What is expected: Which lines in the data contain the word "Gobernador"? Please copy each of them.

::::::::::

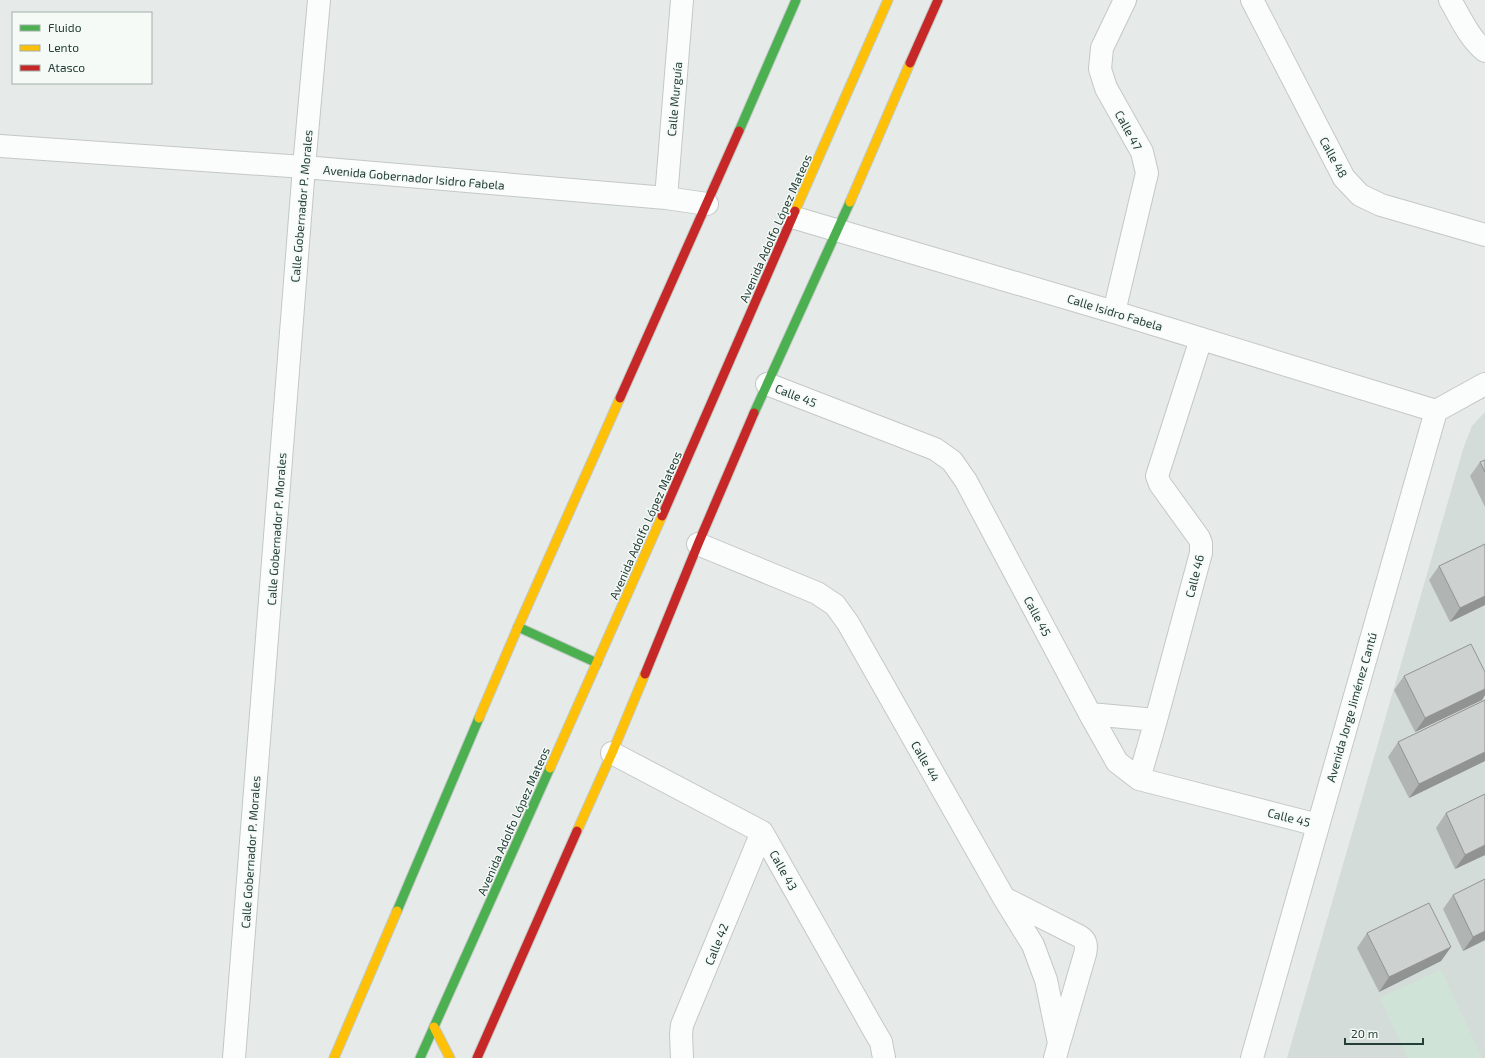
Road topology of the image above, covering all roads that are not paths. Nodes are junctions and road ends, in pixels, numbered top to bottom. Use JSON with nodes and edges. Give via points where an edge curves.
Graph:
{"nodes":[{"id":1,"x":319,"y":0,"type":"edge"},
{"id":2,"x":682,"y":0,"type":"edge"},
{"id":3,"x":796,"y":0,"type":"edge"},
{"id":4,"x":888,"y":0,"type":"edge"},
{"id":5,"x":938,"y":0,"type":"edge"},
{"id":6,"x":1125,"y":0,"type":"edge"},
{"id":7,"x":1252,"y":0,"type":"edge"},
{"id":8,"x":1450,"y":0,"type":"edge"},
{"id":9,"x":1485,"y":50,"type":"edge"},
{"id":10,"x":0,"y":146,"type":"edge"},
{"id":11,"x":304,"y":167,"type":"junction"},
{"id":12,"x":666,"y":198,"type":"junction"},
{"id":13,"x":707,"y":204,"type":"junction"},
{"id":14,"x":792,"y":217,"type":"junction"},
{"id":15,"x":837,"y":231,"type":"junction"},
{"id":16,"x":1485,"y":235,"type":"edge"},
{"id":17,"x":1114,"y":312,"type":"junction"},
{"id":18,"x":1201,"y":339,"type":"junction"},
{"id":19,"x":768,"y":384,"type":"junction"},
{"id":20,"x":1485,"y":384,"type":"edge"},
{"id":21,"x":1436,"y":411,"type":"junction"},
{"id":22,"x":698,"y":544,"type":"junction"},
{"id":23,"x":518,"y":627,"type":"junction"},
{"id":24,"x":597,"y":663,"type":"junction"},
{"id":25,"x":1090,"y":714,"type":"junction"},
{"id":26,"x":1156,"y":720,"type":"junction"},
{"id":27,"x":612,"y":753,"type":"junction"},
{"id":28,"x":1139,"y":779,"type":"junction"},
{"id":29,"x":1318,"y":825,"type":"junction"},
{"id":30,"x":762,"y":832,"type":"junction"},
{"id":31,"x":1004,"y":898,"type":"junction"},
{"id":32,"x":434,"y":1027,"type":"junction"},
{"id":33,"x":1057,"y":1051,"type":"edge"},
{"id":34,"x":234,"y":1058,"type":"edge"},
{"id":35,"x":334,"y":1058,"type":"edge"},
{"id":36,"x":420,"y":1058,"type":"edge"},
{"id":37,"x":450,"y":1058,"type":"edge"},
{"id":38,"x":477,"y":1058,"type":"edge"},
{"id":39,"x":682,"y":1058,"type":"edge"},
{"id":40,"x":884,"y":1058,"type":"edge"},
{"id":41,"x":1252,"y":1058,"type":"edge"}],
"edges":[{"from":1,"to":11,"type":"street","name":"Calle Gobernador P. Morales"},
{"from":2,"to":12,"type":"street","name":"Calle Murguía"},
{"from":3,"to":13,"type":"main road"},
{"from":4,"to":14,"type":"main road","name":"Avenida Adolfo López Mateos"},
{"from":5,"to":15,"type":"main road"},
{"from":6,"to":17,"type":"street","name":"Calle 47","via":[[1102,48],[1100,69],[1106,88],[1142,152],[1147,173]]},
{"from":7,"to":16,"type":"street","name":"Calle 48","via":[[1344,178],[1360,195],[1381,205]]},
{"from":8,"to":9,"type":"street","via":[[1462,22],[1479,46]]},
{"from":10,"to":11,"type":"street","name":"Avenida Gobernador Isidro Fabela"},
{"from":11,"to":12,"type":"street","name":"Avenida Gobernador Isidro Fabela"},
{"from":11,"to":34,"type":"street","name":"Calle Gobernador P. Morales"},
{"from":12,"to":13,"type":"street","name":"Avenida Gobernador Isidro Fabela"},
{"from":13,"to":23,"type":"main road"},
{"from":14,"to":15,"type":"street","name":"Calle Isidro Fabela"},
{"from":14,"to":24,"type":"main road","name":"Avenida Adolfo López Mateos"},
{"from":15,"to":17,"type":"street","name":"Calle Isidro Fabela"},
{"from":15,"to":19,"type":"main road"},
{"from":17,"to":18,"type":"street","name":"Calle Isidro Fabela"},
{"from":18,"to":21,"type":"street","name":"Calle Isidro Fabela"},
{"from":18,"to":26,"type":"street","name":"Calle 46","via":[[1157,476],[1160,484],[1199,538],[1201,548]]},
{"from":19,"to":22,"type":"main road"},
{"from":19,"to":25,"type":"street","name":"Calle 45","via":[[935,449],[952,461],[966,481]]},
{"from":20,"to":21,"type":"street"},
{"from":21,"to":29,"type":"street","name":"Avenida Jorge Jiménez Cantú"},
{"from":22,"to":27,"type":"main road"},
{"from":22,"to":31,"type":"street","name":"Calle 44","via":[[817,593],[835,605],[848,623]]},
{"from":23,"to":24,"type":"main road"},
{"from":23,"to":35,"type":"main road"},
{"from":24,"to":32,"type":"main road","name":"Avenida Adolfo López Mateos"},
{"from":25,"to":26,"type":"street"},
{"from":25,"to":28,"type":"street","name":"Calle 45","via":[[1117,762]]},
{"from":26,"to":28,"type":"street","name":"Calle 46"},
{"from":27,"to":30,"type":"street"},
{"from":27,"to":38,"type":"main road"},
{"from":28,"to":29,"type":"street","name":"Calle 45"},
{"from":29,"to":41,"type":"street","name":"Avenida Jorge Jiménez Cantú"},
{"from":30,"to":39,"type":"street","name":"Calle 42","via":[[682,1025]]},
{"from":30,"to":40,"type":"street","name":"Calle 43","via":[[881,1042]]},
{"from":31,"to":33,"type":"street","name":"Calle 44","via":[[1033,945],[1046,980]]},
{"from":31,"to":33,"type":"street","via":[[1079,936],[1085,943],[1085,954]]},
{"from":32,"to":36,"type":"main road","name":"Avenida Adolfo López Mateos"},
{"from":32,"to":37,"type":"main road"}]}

::::::::::

Task response:
"edges":[{"from":1,"to":11,"type":"street","name":"Calle Gobernador P. Morales"},
{"from":10,"to":11,"type":"street","name":"Avenida Gobernador Isidro Fabela"},
{"from":11,"to":12,"type":"street","name":"Avenida Gobernador Isidro Fabela"},
{"from":11,"to":34,"type":"street","name":"Calle Gobernador P. Morales"},
{"from":12,"to":13,"type":"street","name":"Avenida Gobernador Isidro Fabela"},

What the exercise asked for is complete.